Work required –
Check each line of the material that follows, and copy those holding the string "dead".
■ ■ ■ ■ ■ ■ ■
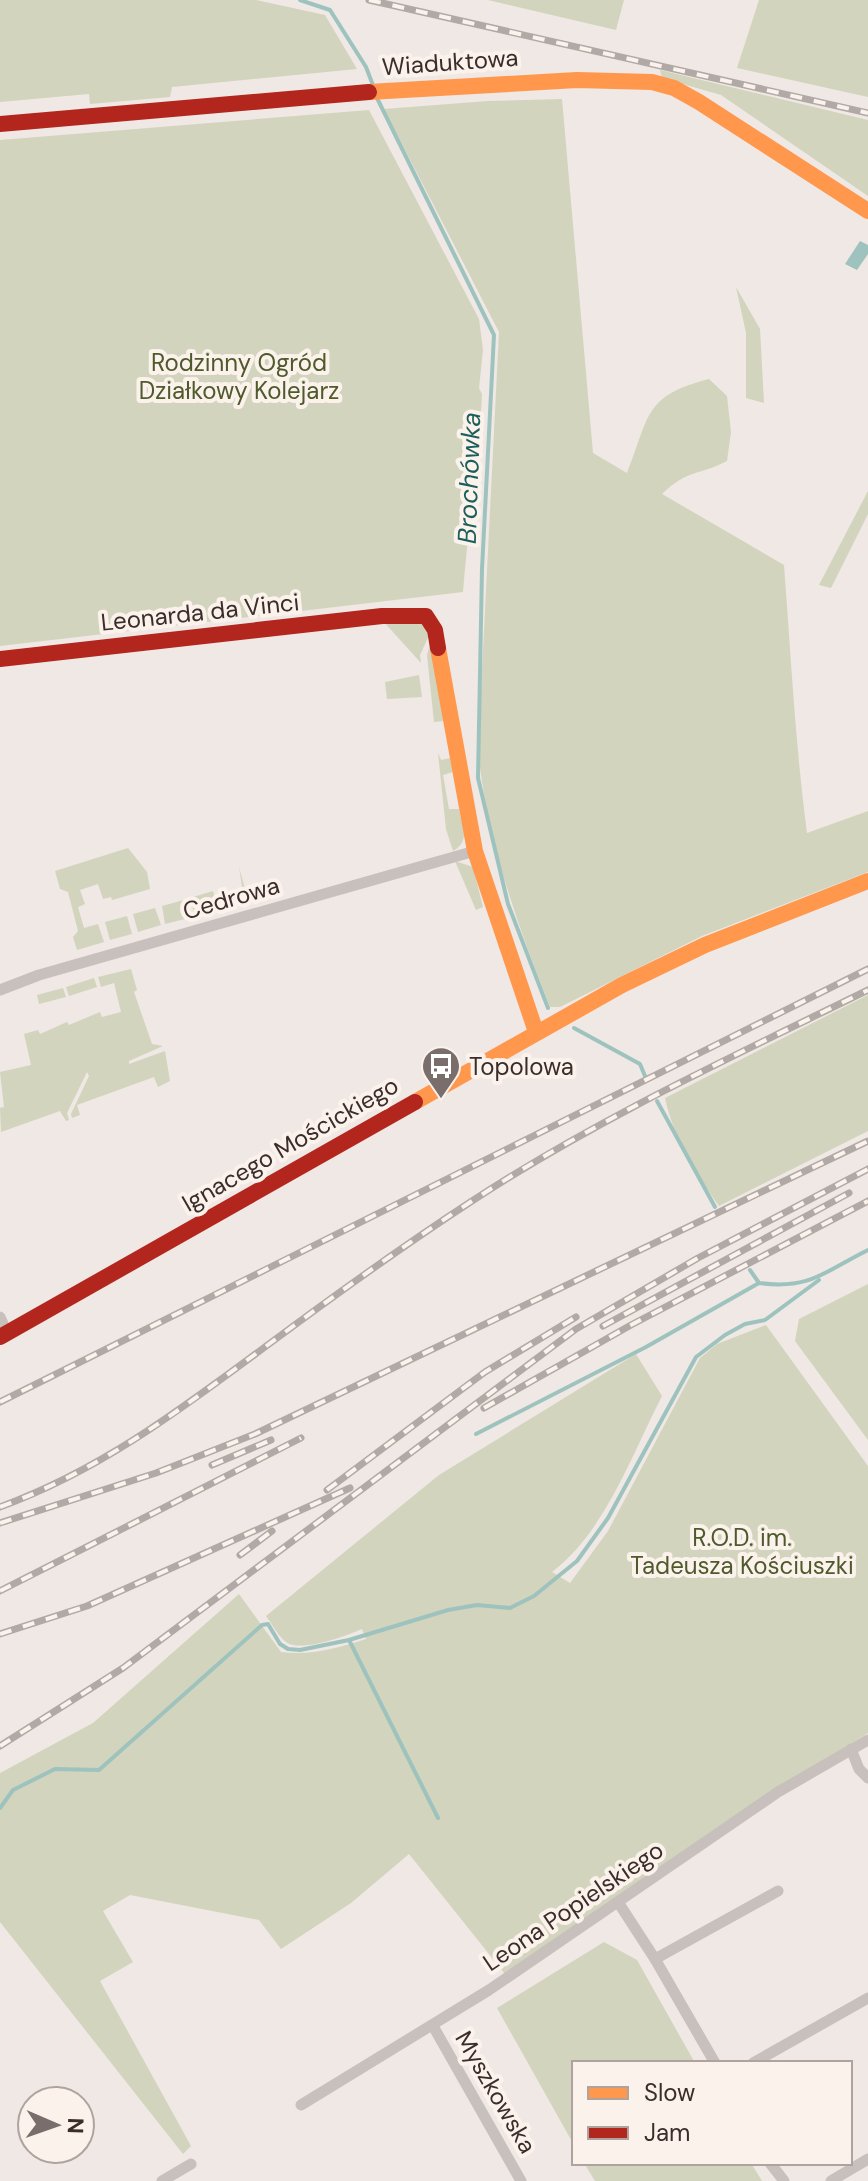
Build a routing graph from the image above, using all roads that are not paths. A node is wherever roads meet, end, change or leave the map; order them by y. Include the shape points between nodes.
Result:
1 (0, 124) edge
2 (868, 211) edge
3 (0, 659) edge
4 (475, 851) junction
5 (868, 881) edge
6 (0, 990) edge
7 (536, 1032) junction
8 (2, 1329) edge
9 (868, 1740) edge
10 (851, 1749) junction
11 (868, 1778) edge
12 (778, 1891) dead end
13 (618, 1902) junction
14 (655, 1959) junction
15 (868, 1998) edge
16 (433, 2026) junction
17 (714, 2061) edge
18 (757, 2061) edge
19 (301, 2105) dead end
20 (868, 2159) edge
21 (191, 2164) dead end
22 (772, 2165) edge
23 (162, 2181) edge
24 (521, 2181) edge
25 (784, 2181) edge
26 (831, 2181) edge

1 - 2 street, Wiaduktowa via 374,91 577,80 652,82 699,102
3 - 4 street, Leonarda da Vinci via 406,613 426,616 435,630
4 - 6 street, Cedrowa
4 - 7 street
5 - 7 street, Ignacego Mościckiego via 705,945
7 - 8 street, Ignacego Mościckiego
9 - 10 street, Leona Popielskiego
10 - 11 street
10 - 13 street, Leona Popielskiego via 778,1792
12 - 14 street
13 - 14 street
13 - 16 street, Leona Popielskiego
14 - 17 street
15 - 18 street
16 - 19 street, Leona Popielskiego
16 - 24 street, Myszkowska
20 - 26 street
21 - 23 street
22 - 25 street

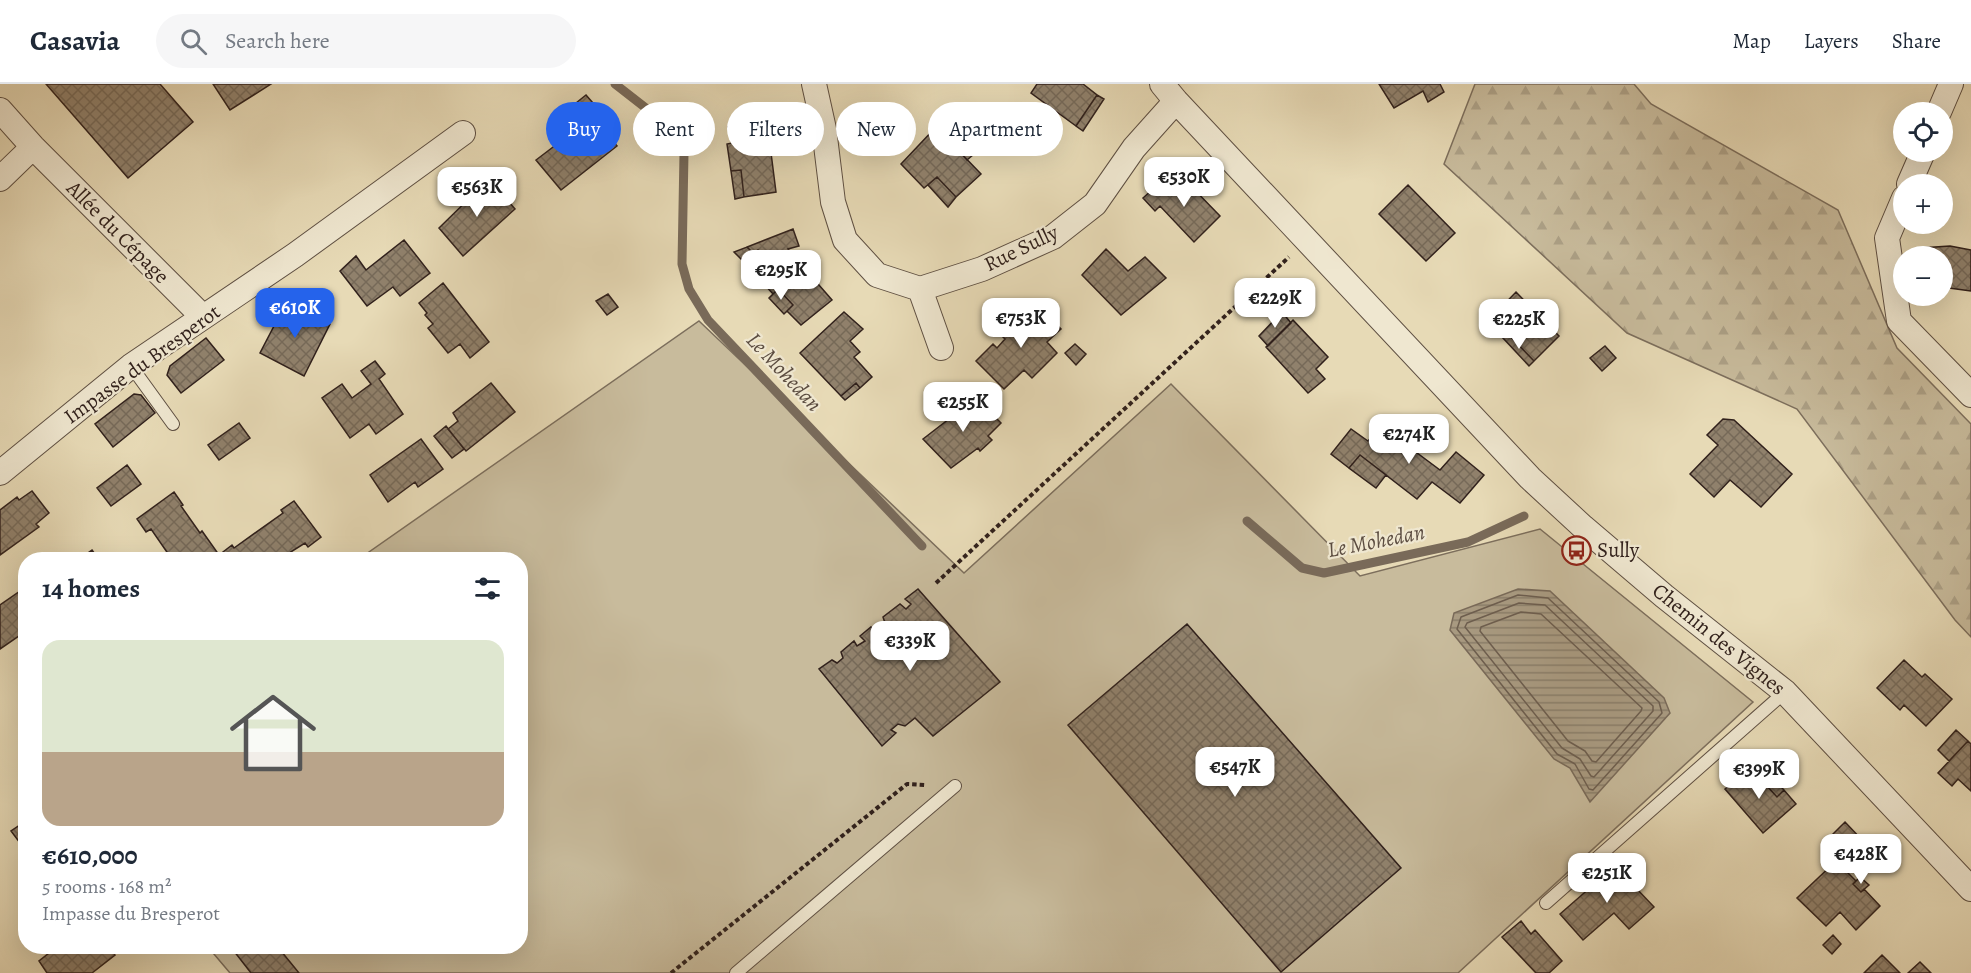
■ ■ ■ ■ ■ ■ ■
Completed exercise –
12 (778, 1891) dead end
19 (301, 2105) dead end
21 (191, 2164) dead end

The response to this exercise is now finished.